I'm Taking Tango Lessons

Jancymovies@aol.com

Written, Directed, Filmed, Edited, and Produced by
Nancy Stevens & Jan Gero


Review by Roberta E. Zlokower
PBS, Channel 13, 28 minutes, September 13, 2002

The Producers of I'm Taking Tango Lessons, on hand-held cameras at various Tango Milongas and Dance Studios throughout New York, including Chelsea Market, DanceSport, Sandra Cameron, Dance Manhattan, Lafayette Grill, and other Argentine Tango dance venues, shot this documentary. They interviewed Tango "regulars" and some, not so "regular", about their passion and dedication to a physical and psychological sport, a dance that can become all consuming. Tango has the power to regulate all purchases of shoes, clothing, jewelry, light, before-Tango food, and after-Tango snacks, as well as all scheduling for the week, including practice dance sessions, lessons, both group and private, Workshops by visiting Milongueros, and weekly Tango Milongas.

This short film used clips of students dancing at Milongas and studios, with close-ups of the legs and feet, faces and arms, hands, and backs, to fully express the passion and concentration of the dancers in action and in conversation. Voice-overs were utilized to exaggerate the feeling, as Tangueros spoke, while we observed a clip of their leg or face, at another time, or while one dancer spoke, and we observed another. There were many unusual film techniques utilized, with a perfect balance of audio and visual editing. Jan Gero and Nancy Stevens have created a personal window for the average and more specialized viewers to observe their "Underground" world of Argentine Tango in NYC.

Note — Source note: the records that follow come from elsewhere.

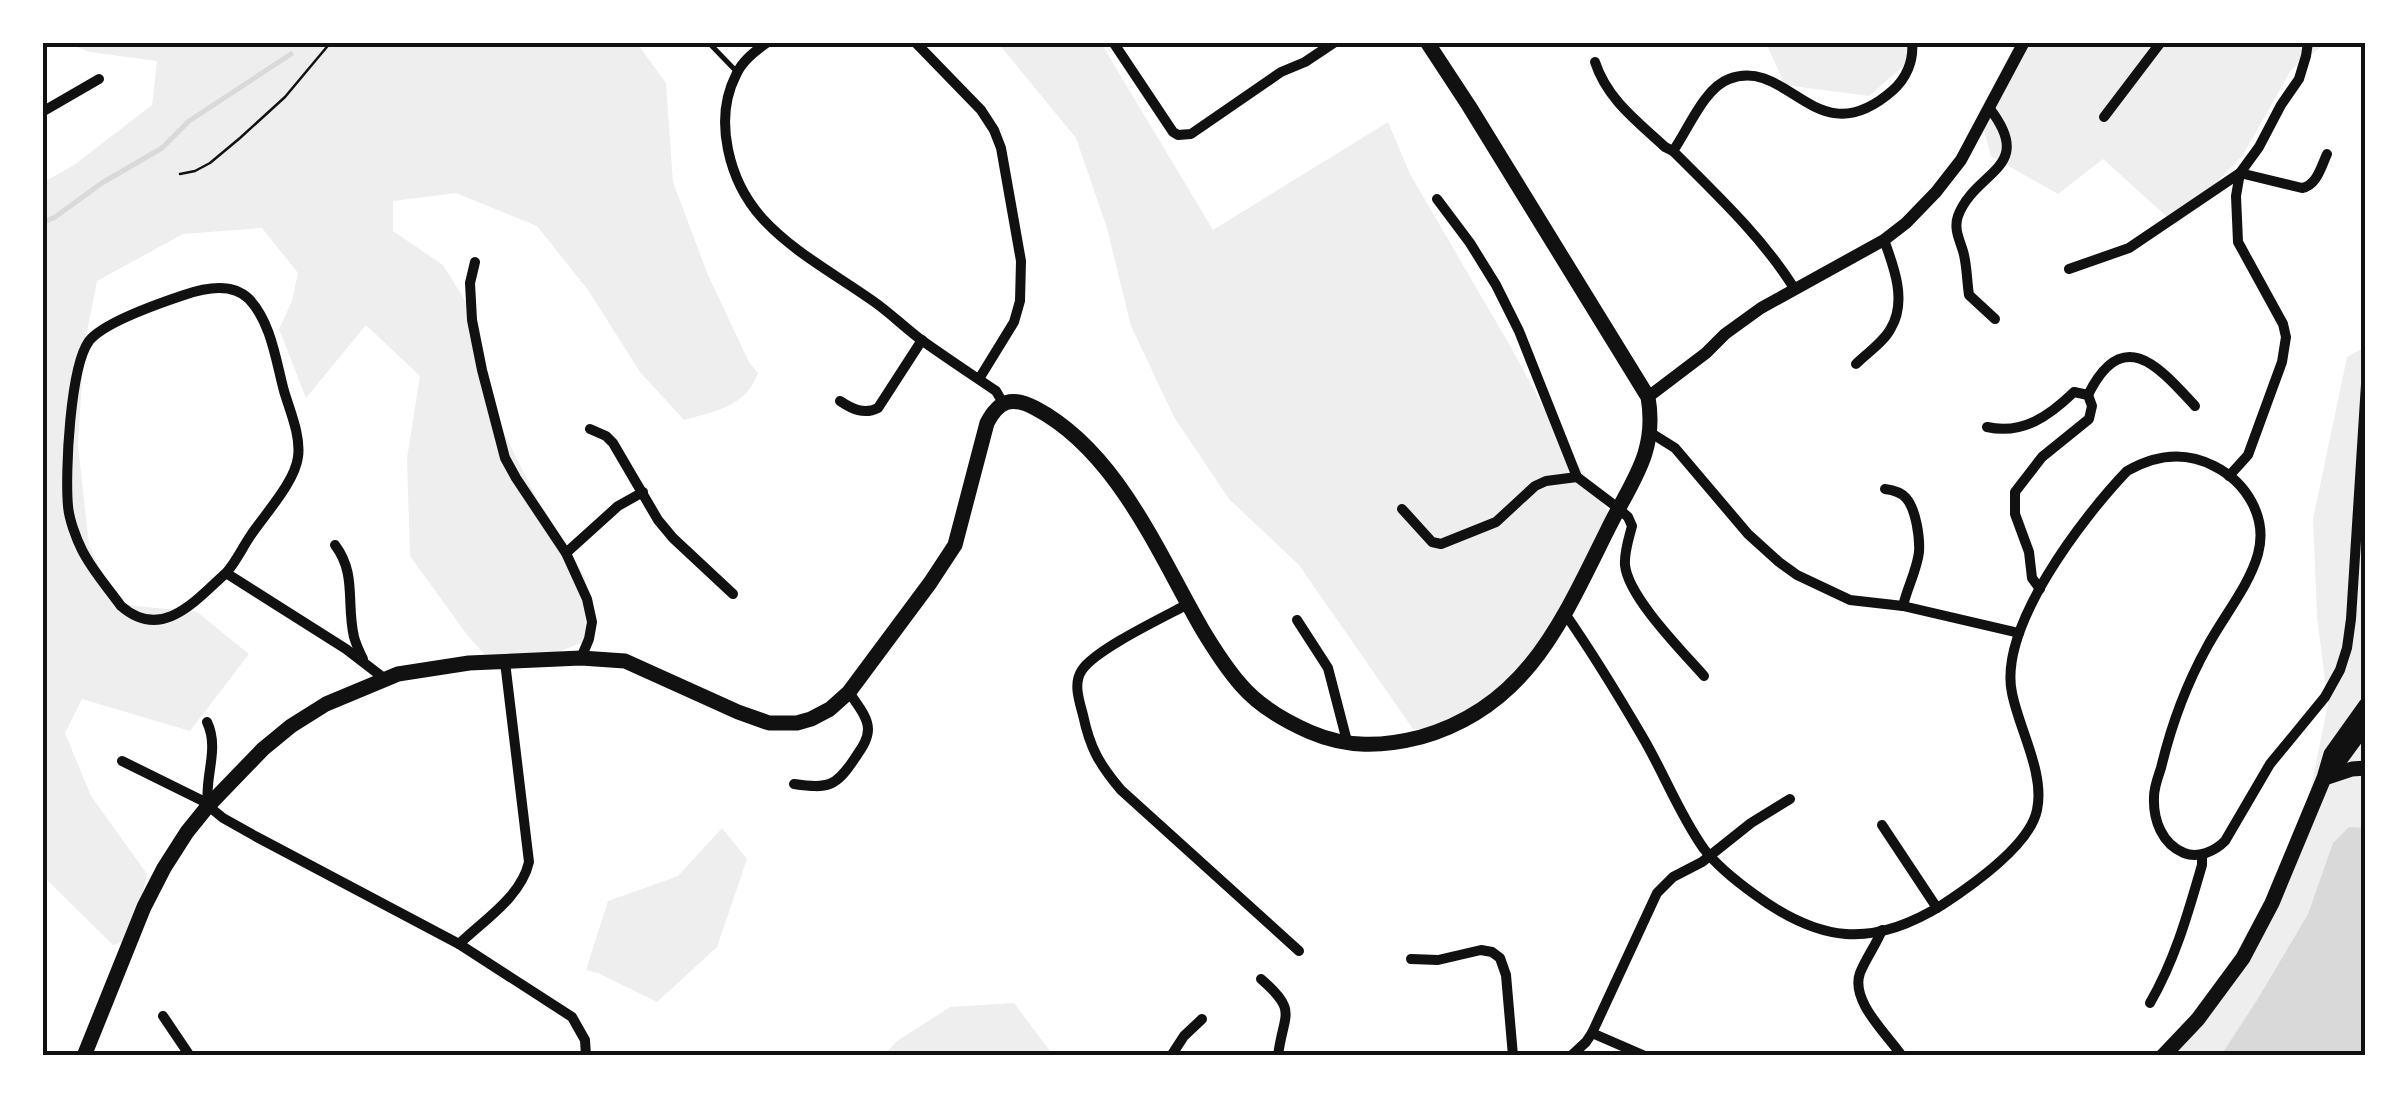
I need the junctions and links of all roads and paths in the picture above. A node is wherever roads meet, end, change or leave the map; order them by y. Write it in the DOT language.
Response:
graph roads {
  1 [pos="331,42"];
  2 [pos="708,42"];
  3 [pos="768,42"];
  4 [pos="915,42"];
  5 [pos="1113,42"];
  6 [pos="1335,42"];
  7 [pos="1427,42"];
  8 [pos="1912,42"];
  9 [pos="2024,42"];
  10 [pos="2161,42"];
  11 [pos="2308,42"];
  12 [pos="1596,62"];
  13 [pos="737,72"];
  14 [pos="99,79"];
  15 [pos="1990,109"];
  16 [pos="42,112"];
  17 [pos="2104,117"];
  18 [pos="1672,152"];
  19 [pos="2328,154"];
  20 [pos="2240,172"];
  21 [pos="180,174"];
  22 [pos="1437,199"];
  23 [pos="1884,240"];
  24 [pos="474,262"];
  25 [pos="2070,269"];
  26 [pos="1794,288"];
  27 [pos="1995,319"];
  28 [pos="922,340"];
  29 [pos="1856,364"];
  30 [pos="979,379"];
  31 [pos="2366,384"];
  32 [pos="2088,396"];
  33 [pos="1648,397"];
  34 [pos="840,401"];
  35 [pos="1003,403"];
  36 [pos="2196,406"];
  37 [pos="1987,427"];
  38 [pos="590,429"];
  39 [pos="1651,434"];
  40 [pos="2229,476"];
  41 [pos="1577,477"];
  42 [pos="1885,488"];
  43 [pos="643,492"];
  44 [pos="1402,508"];
  45 [pos="1618,508"];
  46 [pos="335,544"];
  47 [pos="566,553"];
  48 [pos="226,573"];
  49 [pos="2040,588"];
  50 [pos="733,594"];
  51 [pos="1188,604"];
  52 [pos="1904,606"];
  53 [pos="1566,615"];
  54 [pos="1297,620"];
  55 [pos="2019,633"];
  56 [pos="582,658"];
  57 [pos="505,662"];
  58 [pos="366,664"];
  59 [pos="1704,676"];
  60 [pos="385,679"];
  61 [pos="850,692"];
  62 [pos="2366,705"];
  63 [pos="207,722"];
  64 [pos="2366,724"];
  65 [pos="1348,744"];
  66 [pos="122,761"];
  67 [pos="2366,768"];
  68 [pos="2324,778"];
  69 [pos="794,784"];
  70 [pos="1790,798"];
  71 [pos="208,806"];
  72 [pos="1882,824"];
  73 [pos="2202,855"];
  74 [pos="1710,857"];
  75 [pos="1937,908"];
  76 [pos="1882,930"];
  77 [pos="458,944"];
  78 [pos="1298,951"];
  79 [pos="1412,959"];
  80 [pos="1260,979"];
  81 [pos="2150,1003"];
  82 [pos="163,1016"];
  83 [pos="1202,1019"];
  84 [pos="1592,1033"];
  85 [pos="84,1056"];
  86 [pos="190,1056"];
  87 [pos="586,1056"];
  88 [pos="1171,1056"];
  89 [pos="1278,1056"];
  90 [pos="1513,1056"];
  91 [pos="1571,1056"];
  92 [pos="1646,1056"];
  93 [pos="1902,1056"];
  94 [pos="2163,1056"];
  1 -- 21 [label="path"];
  2 -- 13 [label="lane"];
  3 -- 13 [label="street"];
  4 -- 30 [label="street"];
  5 -- 6 [label="street"];
  7 -- 33 [label="main road"];
  8 -- 18 [label="street"];
  9 -- 15 [label="street"];
  10 -- 17 [label="street"];
  11 -- 20 [label="street"];
  12 -- 18 [label="street"];
  13 -- 28 [label="street"];
  14 -- 16 [label="street"];
  15 -- 23 [label="street"];
  15 -- 27 [label="street"];
  18 -- 26 [label="street"];
  19 -- 20 [label="street"];
  20 -- 25 [label="street"];
  20 -- 40 [label="street"];
  22 -- 41 [label="street"];
  23 -- 26 [label="street"];
  23 -- 29 [label="street"];
  24 -- 47 [label="street"];
  26 -- 33 [label="street"];
  28 -- 30 [label="street"];
  28 -- 34 [label="street"];
  30 -- 35 [label="street"];
  31 -- 73 [label="street"];
  32 -- 36 [label="street"];
  32 -- 37 [label="street"];
  32 -- 49 [label="street"];
  33 -- 39 [label="main road"];
  35 -- 51 [label="main road"];
  35 -- 61 [label="main road"];
  38 -- 43 [label="street"];
  39 -- 45 [label="main road"];
  39 -- 52 [label="street"];
  40 -- 49 [label="street"];
  40 -- 73 [label="street"];
  41 -- 44 [label="street"];
  41 -- 45 [label="street"];
  42 -- 52 [label="street"];
  43 -- 47 [label="street"];
  43 -- 50 [label="street"];
  45 -- 53 [label="main road"];
  45 -- 59 [label="street"];
  46 -- 58 [label="street"];
  47 -- 56 [label="street"];
  48 -- 48 [label="street"];
  48 -- 58 [label="street"];
  49 -- 55 [label="street"];
  51 -- 65 [label="main road"];
  51 -- 78 [label="street"];
  52 -- 55 [label="street"];
  53 -- 65 [label="main road"];
  53 -- 74 [label="street"];
  54 -- 65 [label="street"];
  55 -- 75 [label="street"];
  56 -- 57 [label="main road"];
  56 -- 61 [label="main road"];
  57 -- 60 [label="main road"];
  57 -- 77 [label="street"];
  58 -- 60 [label="street"];
  60 -- 71 [label="main road"];
  61 -- 69 [label="street"];
  62 -- 68 [label="main road"];
  63 -- 71 [label="street"];
  64 -- 68 [label="main road"];
  66 -- 71 [label="street"];
  67 -- 68 [label="main road"];
  68 -- 94 [label="main road"];
  70 -- 74 [label="street"];
  71 -- 77 [label="street"];
  71 -- 85 [label="main road"];
  72 -- 75 [label="street"];
  73 -- 81 [label="street"];
  74 -- 76 [label="street"];
  74 -- 84 [label="street"];
  75 -- 76 [label="street"];
  76 -- 93 [label="street"];
  77 -- 87 [label="street"];
  79 -- 90 [label="street"];
  80 -- 89 [label="street"];
  82 -- 86 [label="street"];
  83 -- 88 [label="street"];
  84 -- 91 [label="street"];
  84 -- 92 [label="street"];
}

The following is a synopsis of I'm Taking Tango Lessons
By Jan Gero and Nancy Stevens:


JANCY MOVIES "I'M TAKING TANGO LESSONS" A Documentary (28:00)
Written, directed, filmed, edited, produced by Nancy Stevens & Jan Gero.
Fade up on the throb of Argentine tango music. A montage of couples dancing in close embrace, serious, intently attuned to each other. We're close enough to smell the Patchouli on his skin, the Binaca on her breath. They are old and young, all races, shapes and sizes. And so we enter a subculture we never knew existed: The Argentine Tango Scene in New York City.

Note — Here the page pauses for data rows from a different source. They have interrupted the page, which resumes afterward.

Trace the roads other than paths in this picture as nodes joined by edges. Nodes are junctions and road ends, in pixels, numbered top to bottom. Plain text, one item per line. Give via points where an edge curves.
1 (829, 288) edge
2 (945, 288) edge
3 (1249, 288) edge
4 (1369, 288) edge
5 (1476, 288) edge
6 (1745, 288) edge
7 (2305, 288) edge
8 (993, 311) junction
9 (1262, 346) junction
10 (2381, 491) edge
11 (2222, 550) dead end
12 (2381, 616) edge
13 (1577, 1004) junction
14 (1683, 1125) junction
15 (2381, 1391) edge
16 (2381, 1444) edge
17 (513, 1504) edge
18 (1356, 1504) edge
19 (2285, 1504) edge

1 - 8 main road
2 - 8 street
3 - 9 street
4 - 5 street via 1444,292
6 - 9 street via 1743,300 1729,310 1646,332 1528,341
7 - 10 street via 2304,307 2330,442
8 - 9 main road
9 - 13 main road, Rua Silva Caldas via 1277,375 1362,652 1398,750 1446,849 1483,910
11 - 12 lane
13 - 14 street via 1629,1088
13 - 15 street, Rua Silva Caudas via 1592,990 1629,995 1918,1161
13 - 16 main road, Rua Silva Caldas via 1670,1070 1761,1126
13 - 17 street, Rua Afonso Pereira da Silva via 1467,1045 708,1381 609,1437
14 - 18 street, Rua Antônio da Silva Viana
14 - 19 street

We follow dozens of ordinary people who work by day and at night become tango vampires. Their stories form the narrative as they pursue their addiction to this sexy, impossible dance. At the schools we eavesdrop on classes, learn about lead and follow, and a new vocabulary in Spanish. We show up when the Argentine stars come out. Watching them, our jaws drop as Nancy laments, "It's very depressing. You just know you're never going to get that good." But we persist. Working through our frustration and embarrassment. Watch, learn, practice. It's an entire technique that's different from any other dance. "A weekend in the Hamptons? Forget it. I've got a six-hour workshop." It takes a lifetime.

We're at the tiny clubs around the city. And at the Milongas (dances) run by the schools in their roomy spaces. On your birthday, the Milonga host calls you out into the middle of the floor. It's a tradition. Everyone watches while a succession of people cut in on each other to dance with you. Nancy admits she didn't tell when it was her birthday. "I'm not ready for that kind of exposure. Not yet!" In tango, clothing is part of the fun and anything goes. Short, long, ankle socks with heels. Sheer tops. The hooker look is in for women. And it helps to have a really good ass.

On Saturdays at Chelsea Market, between the fruit stalls and the Samurai knife sharpener, we dance. In the summertime, tango moves outdoors. At Bethesda Fountain an egret soars; rollerbladers stop to stare. On the dock at South Street Seaport and on the plaza at Lincoln Center, tourists kibbitz while little kids wiggle to the music, out late in their pajamas.

Being married to a man who doesn't dance is rough on Jeni's marriage. "Everything happens so late at night." Armand calls tango "an intimate anonymity," and says that his non-dancing wife understands his need to do it. Men dance with men, women with women. It doesn't matter who the other person is, just so they lead or follow correctly and feel the music. Deirdre says, "I'm doing something that I love even though I'm not with someone that I love." Sometimes she dances seven nights a week. Michael knows all too well, "…because of the closeness and the music, because of any number of things going on in your life, you can mistake it for love." Larry admits to falling in love "every three and a half minutes." The length of a song.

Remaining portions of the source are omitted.